Plasma, urine and kidney aminopeptidases of mice induced by Crotalus durissus terrificus venom

Abstract

Envenoming by Crotalus snakes is an important public health problem, because it is responsible for high incidence of morbidity and mortality. The most common complication in accidents evoked by this snake genera is acute renal failure (IRA), which is characterized by a rapid decrease of renal functions. In Crotalus snakebite, IRA is related to rhabdomyolysis and also to direct nephrotoxic effect. Acid (APA), basic (APB), neutral (APN), cystyl (CAP), prolyl imino (PIP), pyroglutamyl (PAP) and prolyl dipeptidyl IV (DPPIV) aminopeptidases present high activity levels in renal tissue. Recently, our group demonstrated that renal damage caused by cyclosporin treatment promotes significant changes on these renal enzyme activities. The oxidative stress is known to occur in this kind of renal damage, which has been reported to be reduced by agents such as lipoic acid and simvastatin.
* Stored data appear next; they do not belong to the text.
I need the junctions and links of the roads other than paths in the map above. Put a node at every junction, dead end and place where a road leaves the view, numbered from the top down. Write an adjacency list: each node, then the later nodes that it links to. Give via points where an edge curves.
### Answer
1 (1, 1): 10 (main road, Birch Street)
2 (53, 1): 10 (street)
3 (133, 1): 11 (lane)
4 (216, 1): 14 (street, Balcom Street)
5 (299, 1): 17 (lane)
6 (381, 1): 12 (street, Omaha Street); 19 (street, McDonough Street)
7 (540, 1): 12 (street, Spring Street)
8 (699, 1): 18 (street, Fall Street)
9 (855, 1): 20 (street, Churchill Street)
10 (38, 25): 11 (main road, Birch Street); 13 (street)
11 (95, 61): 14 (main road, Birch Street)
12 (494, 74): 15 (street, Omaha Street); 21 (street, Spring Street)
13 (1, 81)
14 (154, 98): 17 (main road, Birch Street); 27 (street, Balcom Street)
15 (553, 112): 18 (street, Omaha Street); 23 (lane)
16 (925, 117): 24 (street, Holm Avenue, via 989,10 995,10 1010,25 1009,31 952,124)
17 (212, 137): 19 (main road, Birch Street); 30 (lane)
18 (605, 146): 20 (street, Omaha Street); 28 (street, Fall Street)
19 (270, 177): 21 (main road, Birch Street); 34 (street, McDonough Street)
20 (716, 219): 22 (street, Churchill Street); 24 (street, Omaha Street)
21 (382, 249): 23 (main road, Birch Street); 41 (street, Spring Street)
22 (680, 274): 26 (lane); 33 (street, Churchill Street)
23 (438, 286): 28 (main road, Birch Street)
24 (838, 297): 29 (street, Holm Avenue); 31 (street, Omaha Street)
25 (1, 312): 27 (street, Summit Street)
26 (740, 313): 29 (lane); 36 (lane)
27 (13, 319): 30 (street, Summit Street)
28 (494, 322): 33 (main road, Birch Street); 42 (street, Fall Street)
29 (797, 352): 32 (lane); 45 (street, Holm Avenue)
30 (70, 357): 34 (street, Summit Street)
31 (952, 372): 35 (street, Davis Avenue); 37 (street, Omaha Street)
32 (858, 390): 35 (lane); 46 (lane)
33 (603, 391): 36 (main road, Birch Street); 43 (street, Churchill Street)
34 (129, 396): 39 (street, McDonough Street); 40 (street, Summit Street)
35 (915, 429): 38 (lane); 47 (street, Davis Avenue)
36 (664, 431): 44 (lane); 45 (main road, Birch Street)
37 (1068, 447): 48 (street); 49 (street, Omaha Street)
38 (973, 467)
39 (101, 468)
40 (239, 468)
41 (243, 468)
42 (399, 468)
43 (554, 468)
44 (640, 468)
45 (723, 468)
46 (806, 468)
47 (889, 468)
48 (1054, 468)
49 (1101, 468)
The aim of this study is to investigate whether the venom of one of the terrestrial snake responsible for a high rate of snakebite accidents in Brazil, the rattlesnake Crotalus durissus terrificus, at an effective dose to cause IRA, elicite changes: (I) on the aforementioned plasma, urinary and renal cortical and medullar aminopeptidase activities, and (II) promote oxidative stress; as well as (III) if these changes can be reduced by lipoic acid and/or simvastatin administration. The results of this study may help the understanding about mechanisms and consequences of nephrotoxic effects of this venom, mainly on renal peptidergic systems, as well as to evaluate the possibilities that any of the plasma and/or urinary aminopeptidase activities under study are nephrotoxicity markers, and whether lipoic acid and simvastatin could be a new coadjuvant agents to be introduced within the antivenom therapy.